▼

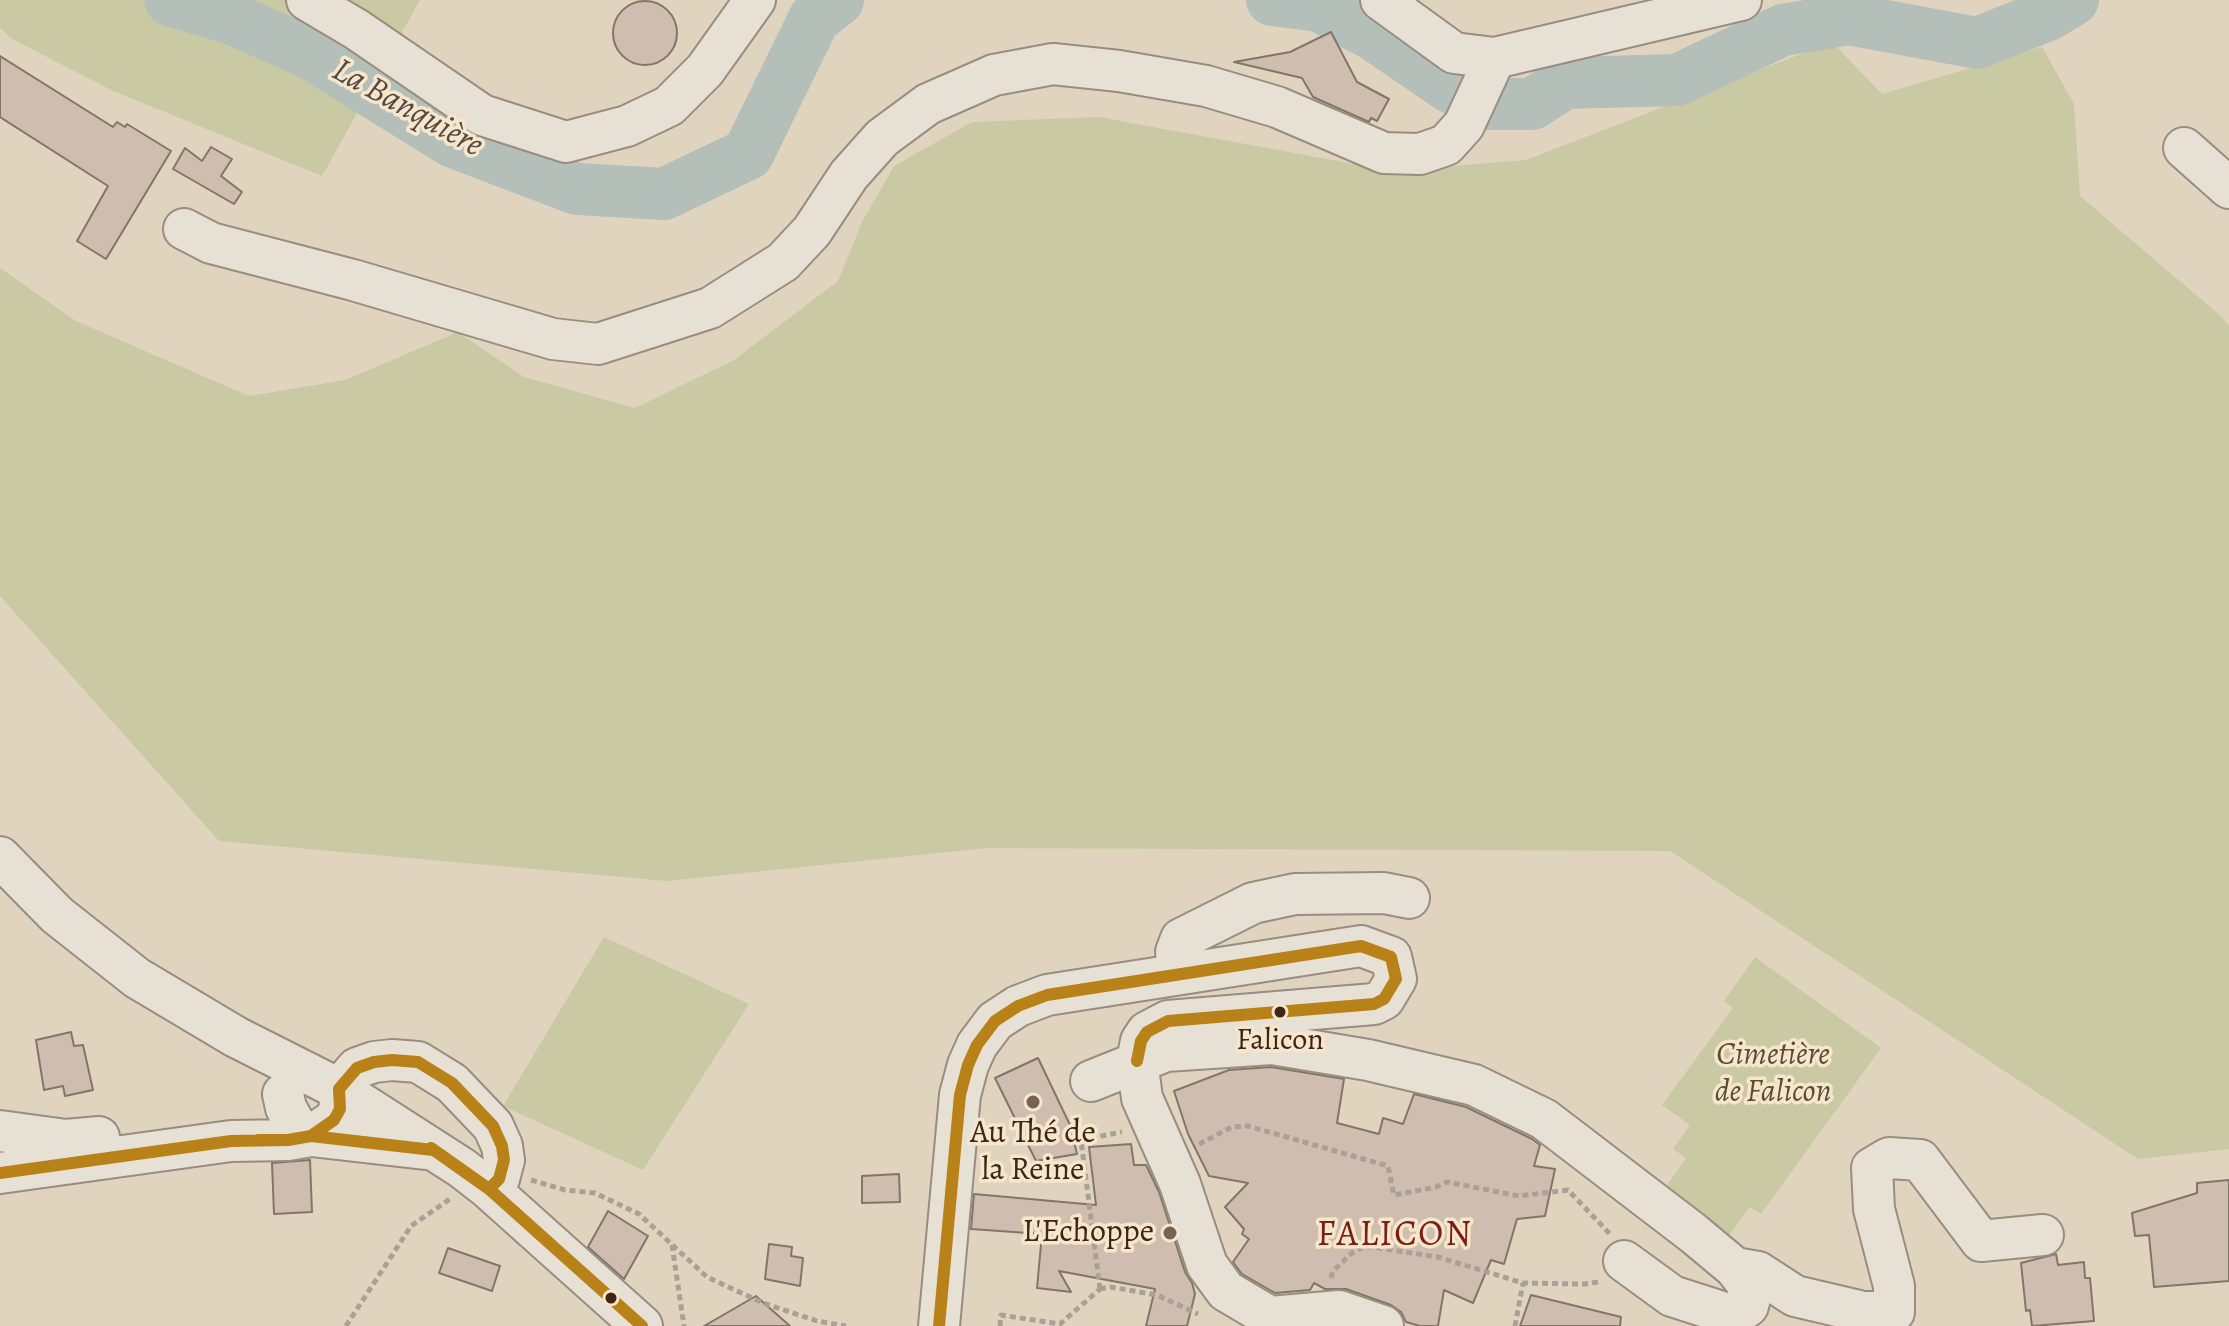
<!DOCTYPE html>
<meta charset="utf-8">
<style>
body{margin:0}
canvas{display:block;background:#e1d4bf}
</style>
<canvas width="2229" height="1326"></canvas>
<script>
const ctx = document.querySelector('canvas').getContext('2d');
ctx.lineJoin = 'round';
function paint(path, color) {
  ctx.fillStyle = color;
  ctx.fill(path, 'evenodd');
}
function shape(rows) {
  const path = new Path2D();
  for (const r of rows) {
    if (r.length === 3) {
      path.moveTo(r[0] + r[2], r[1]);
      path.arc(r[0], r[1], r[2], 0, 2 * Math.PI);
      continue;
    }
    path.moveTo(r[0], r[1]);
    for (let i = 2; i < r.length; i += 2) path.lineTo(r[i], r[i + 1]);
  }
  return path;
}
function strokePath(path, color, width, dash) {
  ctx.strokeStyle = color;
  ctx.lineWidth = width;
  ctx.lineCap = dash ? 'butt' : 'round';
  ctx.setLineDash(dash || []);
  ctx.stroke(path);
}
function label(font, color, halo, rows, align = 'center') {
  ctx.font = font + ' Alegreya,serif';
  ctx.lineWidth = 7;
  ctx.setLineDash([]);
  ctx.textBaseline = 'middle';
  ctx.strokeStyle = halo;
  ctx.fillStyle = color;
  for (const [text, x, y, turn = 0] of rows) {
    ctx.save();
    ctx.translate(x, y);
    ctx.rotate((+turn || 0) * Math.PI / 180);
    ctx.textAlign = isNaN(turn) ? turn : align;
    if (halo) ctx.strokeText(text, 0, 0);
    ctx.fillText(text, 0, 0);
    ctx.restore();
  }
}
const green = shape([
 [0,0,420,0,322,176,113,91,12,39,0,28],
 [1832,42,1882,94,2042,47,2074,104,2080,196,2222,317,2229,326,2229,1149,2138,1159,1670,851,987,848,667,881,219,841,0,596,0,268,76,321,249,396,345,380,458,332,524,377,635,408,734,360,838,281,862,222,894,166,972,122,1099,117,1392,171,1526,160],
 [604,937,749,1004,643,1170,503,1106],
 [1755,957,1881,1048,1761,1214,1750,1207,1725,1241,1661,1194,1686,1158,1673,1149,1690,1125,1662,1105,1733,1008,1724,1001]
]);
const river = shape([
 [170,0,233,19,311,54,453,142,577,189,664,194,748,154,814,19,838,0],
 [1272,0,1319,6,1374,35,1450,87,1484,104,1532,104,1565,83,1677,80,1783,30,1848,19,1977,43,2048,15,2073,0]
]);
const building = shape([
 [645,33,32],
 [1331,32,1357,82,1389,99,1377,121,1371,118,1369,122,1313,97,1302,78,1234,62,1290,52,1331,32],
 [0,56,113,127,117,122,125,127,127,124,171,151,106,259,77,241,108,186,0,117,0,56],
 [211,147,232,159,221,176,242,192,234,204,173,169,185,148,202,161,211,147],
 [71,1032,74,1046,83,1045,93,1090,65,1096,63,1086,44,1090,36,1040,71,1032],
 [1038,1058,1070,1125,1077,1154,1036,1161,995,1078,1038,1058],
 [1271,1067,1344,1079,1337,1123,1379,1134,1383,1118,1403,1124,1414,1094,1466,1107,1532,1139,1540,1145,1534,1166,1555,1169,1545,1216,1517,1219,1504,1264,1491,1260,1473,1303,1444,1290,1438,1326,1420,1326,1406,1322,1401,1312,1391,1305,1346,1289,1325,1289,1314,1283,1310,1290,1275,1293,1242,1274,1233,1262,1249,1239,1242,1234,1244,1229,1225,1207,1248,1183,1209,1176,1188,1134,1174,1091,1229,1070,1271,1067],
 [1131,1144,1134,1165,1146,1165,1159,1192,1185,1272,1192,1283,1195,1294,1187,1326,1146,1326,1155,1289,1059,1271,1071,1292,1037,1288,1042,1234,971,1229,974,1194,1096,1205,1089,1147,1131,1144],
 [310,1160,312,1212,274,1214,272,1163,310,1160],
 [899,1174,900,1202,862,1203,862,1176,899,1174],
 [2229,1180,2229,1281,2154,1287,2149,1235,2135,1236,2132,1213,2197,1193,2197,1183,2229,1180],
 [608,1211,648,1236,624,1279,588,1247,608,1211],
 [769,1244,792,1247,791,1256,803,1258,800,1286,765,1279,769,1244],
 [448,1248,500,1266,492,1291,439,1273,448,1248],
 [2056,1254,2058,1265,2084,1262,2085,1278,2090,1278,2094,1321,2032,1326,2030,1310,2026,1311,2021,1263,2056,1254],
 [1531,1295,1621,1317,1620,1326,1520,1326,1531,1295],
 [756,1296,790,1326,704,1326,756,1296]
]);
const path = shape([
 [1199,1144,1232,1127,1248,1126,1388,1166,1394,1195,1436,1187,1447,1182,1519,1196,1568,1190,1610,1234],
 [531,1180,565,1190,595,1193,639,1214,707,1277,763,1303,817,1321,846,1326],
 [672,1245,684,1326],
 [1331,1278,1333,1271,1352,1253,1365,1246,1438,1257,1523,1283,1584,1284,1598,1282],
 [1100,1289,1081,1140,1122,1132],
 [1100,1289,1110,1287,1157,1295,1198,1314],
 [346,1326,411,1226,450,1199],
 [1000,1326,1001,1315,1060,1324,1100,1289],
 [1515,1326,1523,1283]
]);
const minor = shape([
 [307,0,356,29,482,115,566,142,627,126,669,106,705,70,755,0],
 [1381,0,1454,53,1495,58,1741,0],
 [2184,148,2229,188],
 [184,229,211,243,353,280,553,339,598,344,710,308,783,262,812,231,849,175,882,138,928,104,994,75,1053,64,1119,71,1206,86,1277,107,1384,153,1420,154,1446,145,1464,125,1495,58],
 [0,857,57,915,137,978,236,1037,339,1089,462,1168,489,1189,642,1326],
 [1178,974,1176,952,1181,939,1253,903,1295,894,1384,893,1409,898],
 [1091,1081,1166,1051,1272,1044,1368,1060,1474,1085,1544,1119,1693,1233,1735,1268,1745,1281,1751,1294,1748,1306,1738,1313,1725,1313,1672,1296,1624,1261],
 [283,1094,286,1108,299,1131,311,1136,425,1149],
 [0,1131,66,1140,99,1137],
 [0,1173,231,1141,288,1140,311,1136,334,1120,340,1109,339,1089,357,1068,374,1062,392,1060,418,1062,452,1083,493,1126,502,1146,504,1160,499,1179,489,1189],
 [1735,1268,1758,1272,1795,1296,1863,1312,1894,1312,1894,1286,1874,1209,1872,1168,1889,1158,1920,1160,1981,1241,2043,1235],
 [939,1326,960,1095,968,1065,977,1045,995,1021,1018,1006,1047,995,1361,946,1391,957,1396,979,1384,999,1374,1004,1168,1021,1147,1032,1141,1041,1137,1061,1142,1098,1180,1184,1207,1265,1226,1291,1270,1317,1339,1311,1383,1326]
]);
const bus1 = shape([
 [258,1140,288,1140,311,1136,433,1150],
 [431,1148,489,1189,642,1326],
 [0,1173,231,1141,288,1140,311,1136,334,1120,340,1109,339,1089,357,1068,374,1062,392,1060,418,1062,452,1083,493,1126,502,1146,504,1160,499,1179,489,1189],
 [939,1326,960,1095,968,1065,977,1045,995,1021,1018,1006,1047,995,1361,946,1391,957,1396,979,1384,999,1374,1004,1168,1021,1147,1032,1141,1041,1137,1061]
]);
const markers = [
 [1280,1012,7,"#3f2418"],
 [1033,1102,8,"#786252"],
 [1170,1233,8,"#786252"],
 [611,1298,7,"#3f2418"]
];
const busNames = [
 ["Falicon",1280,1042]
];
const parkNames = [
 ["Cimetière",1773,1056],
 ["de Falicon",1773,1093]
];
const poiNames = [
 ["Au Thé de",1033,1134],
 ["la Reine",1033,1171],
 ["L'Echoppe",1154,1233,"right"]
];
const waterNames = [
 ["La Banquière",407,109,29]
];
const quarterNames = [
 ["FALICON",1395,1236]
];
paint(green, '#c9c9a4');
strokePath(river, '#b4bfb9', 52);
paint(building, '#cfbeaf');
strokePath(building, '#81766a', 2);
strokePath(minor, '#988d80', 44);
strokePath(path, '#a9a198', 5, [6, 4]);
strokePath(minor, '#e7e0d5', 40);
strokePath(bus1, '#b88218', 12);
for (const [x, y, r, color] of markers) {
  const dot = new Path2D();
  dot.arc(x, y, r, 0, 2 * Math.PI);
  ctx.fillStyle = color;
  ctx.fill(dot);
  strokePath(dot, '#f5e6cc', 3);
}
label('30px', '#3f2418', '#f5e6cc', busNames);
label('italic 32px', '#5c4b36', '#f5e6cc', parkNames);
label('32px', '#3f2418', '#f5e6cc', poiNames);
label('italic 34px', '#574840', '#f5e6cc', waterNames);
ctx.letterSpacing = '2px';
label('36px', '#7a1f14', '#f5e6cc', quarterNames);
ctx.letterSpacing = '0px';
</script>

▲

Scan the listing for the string "strokeStyle" and copy every line that carries it.

  ctx.strokeStyle = color;
  ctx.strokeStyle = halo;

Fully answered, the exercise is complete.